Fifth: Follow the advise in posts 2 and 3.


----------



## Sun Catcher (Dec 6, 2013)

Follow the advice given above. Don't let his actions cheapen you. As illwill said "don't wallow in the mud" happened to me in my 1st marriage and my cheating hurt me more than his did. I got over all his cheating, but never got over me having done it once. And, it didn't finish there. It followed me these many years later when I had to confess to my current husband about what I did in my first marriage. We don't have any secrets and that was one that I held in shame and it was hard to talk about.

I am fine now, took a good man to relieve me of my burden, but believe me it is best just not to got there at all. Walk tall and don't let anyone bring you down to their level.


----------



## hawx20 (Jan 10, 2013)

Be strong, not weak. Why do you want an affair? Is it because you are to scared to divorce your husband? If its come to this point, be strong and leave him if you feel he cant give you what he wants.

Ask yourself, what good will having an affair do? It wont change your husband. It only cheapens you and makes you the bad guy. Sit down, talk to him, and be prepared to divorce him if you are miserable and he is unwilling to change for you.

Do not go down the path of adultery. I know in tv it seems so exciting and sexy....but in real life, the aftermath is complete destruction. The truth always comes out. Having an affair and living the lie will eat you up inside. Dont do it.


----------



## cool12 (Nov 17, 2013)

do yo 2 have kids together?
will you be happy married to your H for the rest of your life?

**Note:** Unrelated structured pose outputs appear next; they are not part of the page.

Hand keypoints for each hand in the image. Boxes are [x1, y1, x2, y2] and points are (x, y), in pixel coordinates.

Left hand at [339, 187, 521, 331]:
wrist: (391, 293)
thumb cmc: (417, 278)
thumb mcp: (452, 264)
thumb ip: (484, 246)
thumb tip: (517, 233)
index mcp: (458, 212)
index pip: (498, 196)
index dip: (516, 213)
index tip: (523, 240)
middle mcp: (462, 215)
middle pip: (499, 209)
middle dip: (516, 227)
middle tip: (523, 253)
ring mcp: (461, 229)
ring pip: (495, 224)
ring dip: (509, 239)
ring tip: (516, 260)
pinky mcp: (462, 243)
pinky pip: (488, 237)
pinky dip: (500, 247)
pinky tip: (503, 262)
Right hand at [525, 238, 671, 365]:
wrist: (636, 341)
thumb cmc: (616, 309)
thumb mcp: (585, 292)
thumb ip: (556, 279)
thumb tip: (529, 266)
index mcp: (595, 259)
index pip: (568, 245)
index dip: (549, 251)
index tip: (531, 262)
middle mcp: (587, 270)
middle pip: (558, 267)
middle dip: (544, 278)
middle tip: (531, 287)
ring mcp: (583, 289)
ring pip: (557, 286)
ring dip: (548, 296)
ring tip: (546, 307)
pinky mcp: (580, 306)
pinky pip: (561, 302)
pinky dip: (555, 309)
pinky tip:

if not, i'd work on finding my own place and starting the D process. life it too short to share it with someone you don't want to be with.


----------



## badmemory (Jul 31, 2012)

You mention that your husband has cheated. Details around that would help make the picture clearer.


----------



## GusPolinski (Jan 21, 2014)

Pinkdaisy91 said:


> My Husband and I have been married for 3 and 1/2 years now, throughout my marriage I have dealt with his accusations, his mental abuse and most of all his cheating and porn addiction.. the past year and half I can count off my 2 hands how many times we have been intimate! about a month ago I met someone at work, I have been talking to them non stop.. I feel so cheap so dirty, and am afraid if I don't stop it now its going to go to the next level I try so hard to avoid this man but i keep going back to it I crave the attention the compliments what I am not getting at home. I have tried getting my husband to go to the doctor for us to seek counseling but he just doesn't want to go he claims doctors are "to expensive" Sense when did rescuing a relationship with the so called love of your life become to expensive is the way i interpret that as a woman and as his wife, I never pictured my life with him this way, i was raised and taught better and after everything my husband did to me and how much hurt he caused me I have went and done almost the same thing to him.. this is the first time ive done anything like this or of the sort and I don't know what to do with my life or our marriage I have confessed to my husband the things i have done and said, but its like he just doesn't get it that I need him more than he could ever imagine right now in so many ways not just the bedroom..
> 
> Any words of advice here?


Not sure if you've considered it but your co-worker may very well be playing you. If not, he's a distraction AT BEST (and he's probably playing you).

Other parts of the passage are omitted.